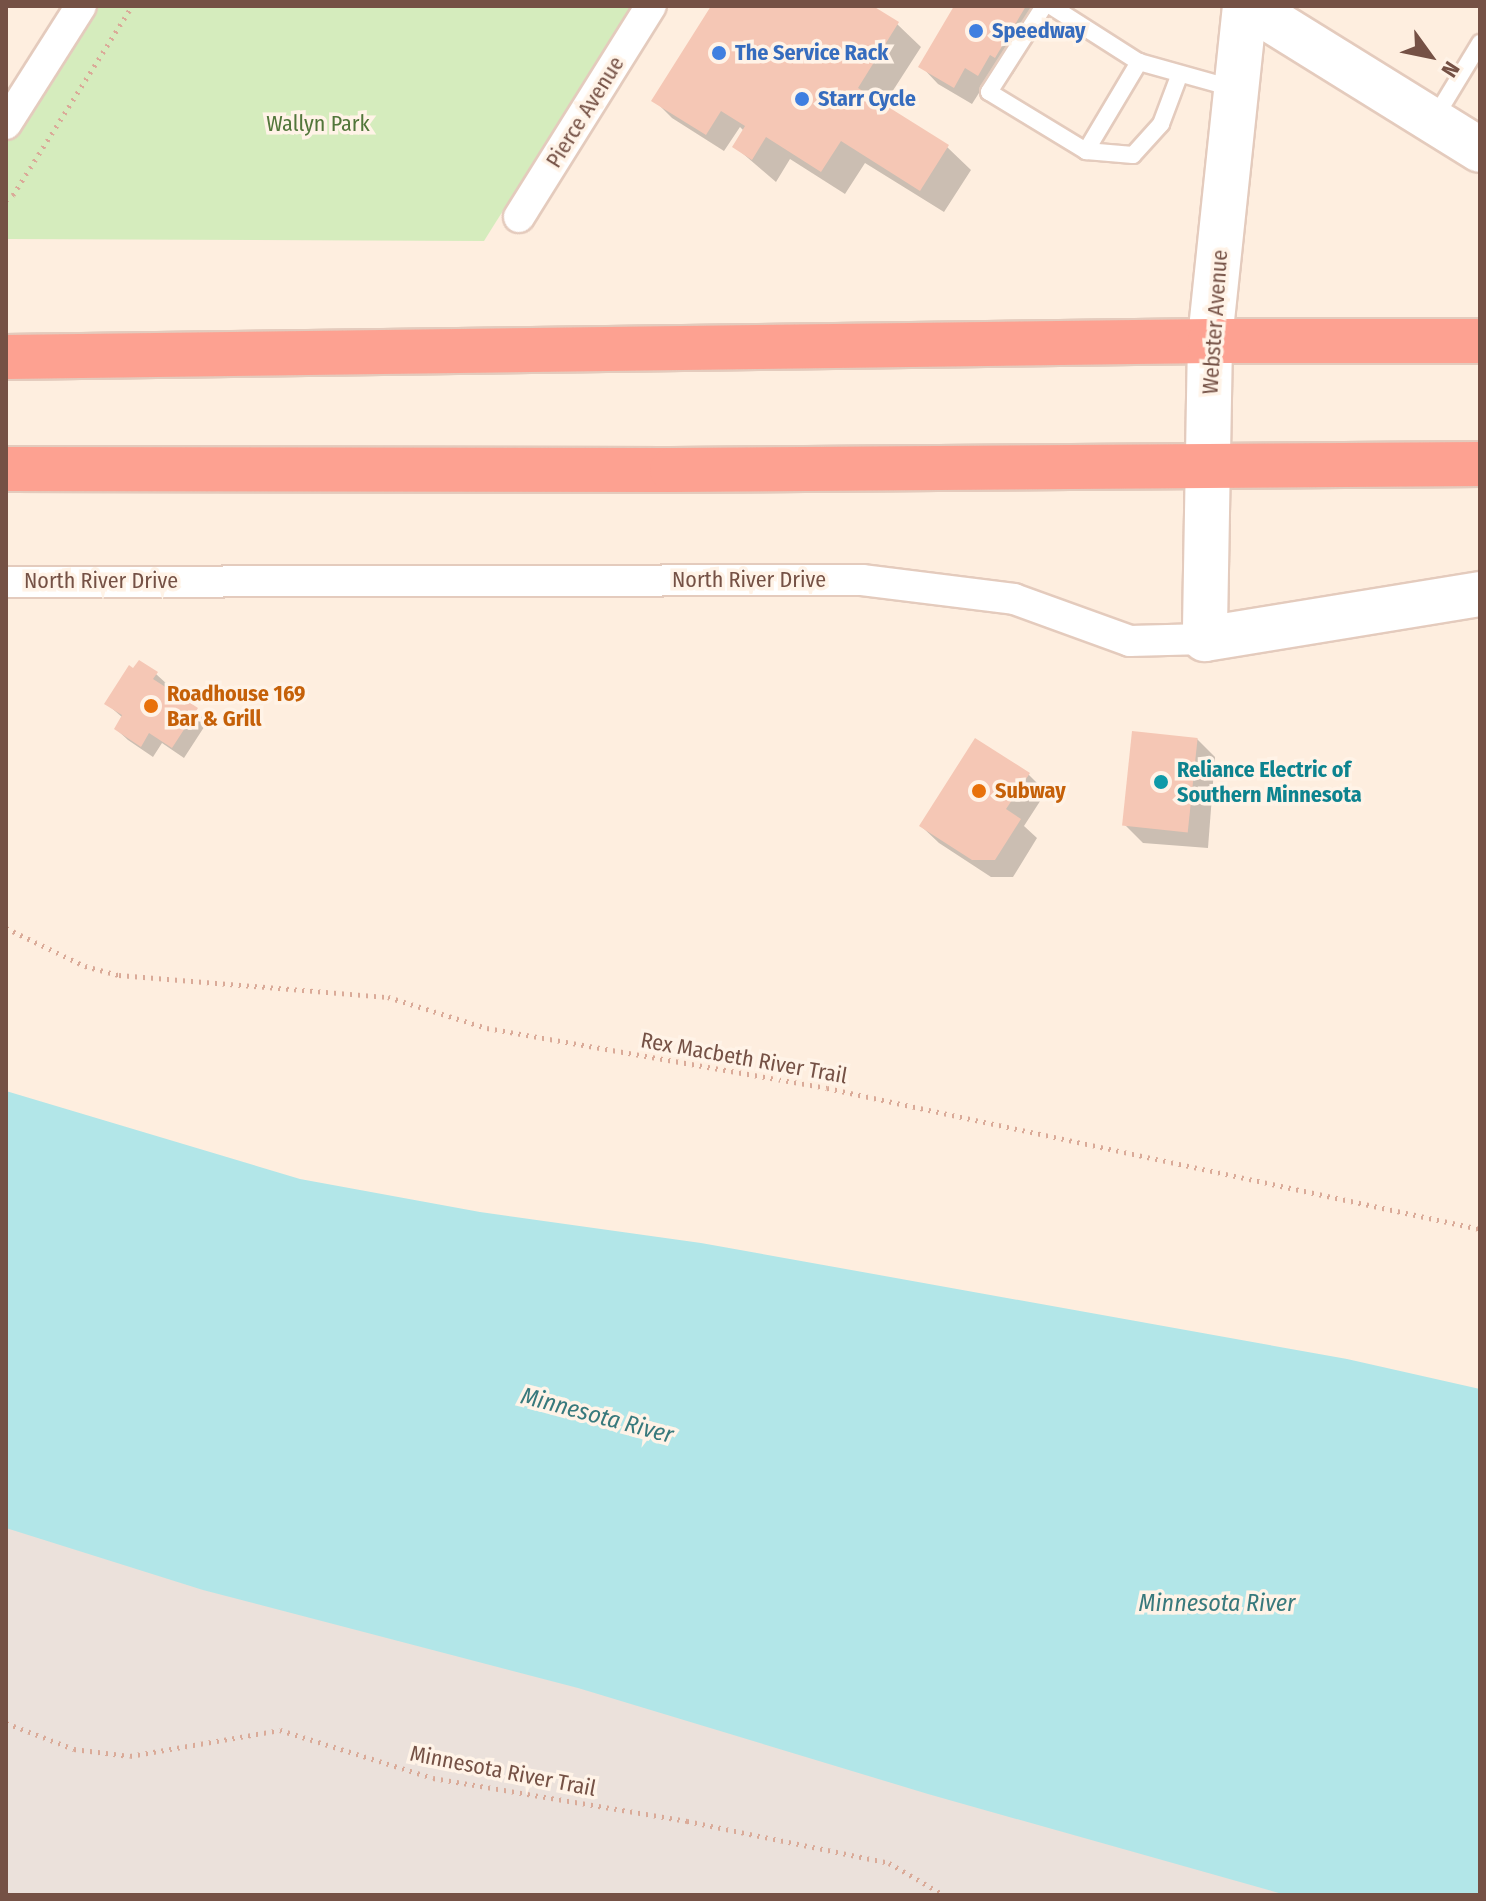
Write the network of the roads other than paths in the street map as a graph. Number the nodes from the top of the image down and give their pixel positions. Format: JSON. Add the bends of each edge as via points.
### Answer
{"nodes":[{"id":1,"x":81,"y":6,"type":"edge"},
{"id":2,"x":651,"y":6,"type":"edge"},
{"id":3,"x":1044,"y":6,"type":"edge"},
{"id":4,"x":1051,"y":6,"type":"edge"},
{"id":5,"x":1247,"y":6,"type":"edge"},
{"id":6,"x":1480,"y":43,"type":"edge"},
{"id":7,"x":1139,"y":62,"type":"junction"},
{"id":8,"x":1179,"y":76,"type":"junction"},
{"id":9,"x":1237,"y":90,"type":"junction"},
{"id":10,"x":1434,"y":119,"type":"junction"},
{"id":11,"x":6,"y":124,"type":"edge"},
{"id":12,"x":1480,"y":150,"type":"edge"},
{"id":13,"x":1086,"y":151,"type":"junction"},
{"id":14,"x":519,"y":217,"type":"dead end"},
{"id":15,"x":1210,"y":341,"type":"junction"},
{"id":16,"x":1480,"y":341,"type":"edge"},
{"id":17,"x":6,"y":357,"type":"edge"},
{"id":18,"x":1480,"y":464,"type":"edge"},
{"id":19,"x":1207,"y":465,"type":"junction"},
{"id":20,"x":6,"y":469,"type":"edge"},
{"id":21,"x":6,"y":582,"type":"edge"},
{"id":22,"x":1480,"y":594,"type":"edge"},
{"id":23,"x":1205,"y":639,"type":"junction"}],
"edges":[{"from":1,"to":11,"type":"street"},
{"from":2,"to":14,"type":"street","name":"Pierce Avenue"},
{"from":3,"to":13,"type":"lane","via":[[989,92],[1043,115]]},
{"from":4,"to":7,"type":"lane","via":[[1090,39]]},
{"from":5,"to":9,"type":"street","name":"Webster Avenue"},
{"from":5,"to":10,"type":"street"},
{"from":6,"to":10,"type":"lane"},
{"from":7,"to":8,"type":"lane"},
{"from":7,"to":13,"type":"lane"},
{"from":8,"to":9,"type":"lane"},
{"from":8,"to":13,"type":"lane","via":[[1161,124],[1133,155]]},
{"from":9,"to":15,"type":"street","name":"Webster Avenue"},
{"from":10,"to":12,"type":"street"},
{"from":15,"to":16,"type":"highway"},
{"from":15,"to":17,"type":"highway"},
{"from":15,"to":19,"type":"street","name":"Webster Avenue"},
{"from":18,"to":19,"type":"highway"},
{"from":19,"to":20,"type":"highway"},
{"from":19,"to":23,"type":"street","name":"Webster Avenue"},
{"from":21,"to":23,"type":"street","name":"North River Drive","via":[[862,580],[1014,599],[1130,641]]},
{"from":22,"to":23,"type":"street","name":"North River Drive"}]}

■ ■ ■ ■ ■ ■ ■

• Problem statement:
Each line with the word "River" in the records above belongs in the result; copy all of them.

• Solution:
{"from":21,"to":23,"type":"street","name":"North River Drive","via":[[862,580],[1014,599],[1130,641]]},
{"from":22,"to":23,"type":"street","name":"North River Drive"}]}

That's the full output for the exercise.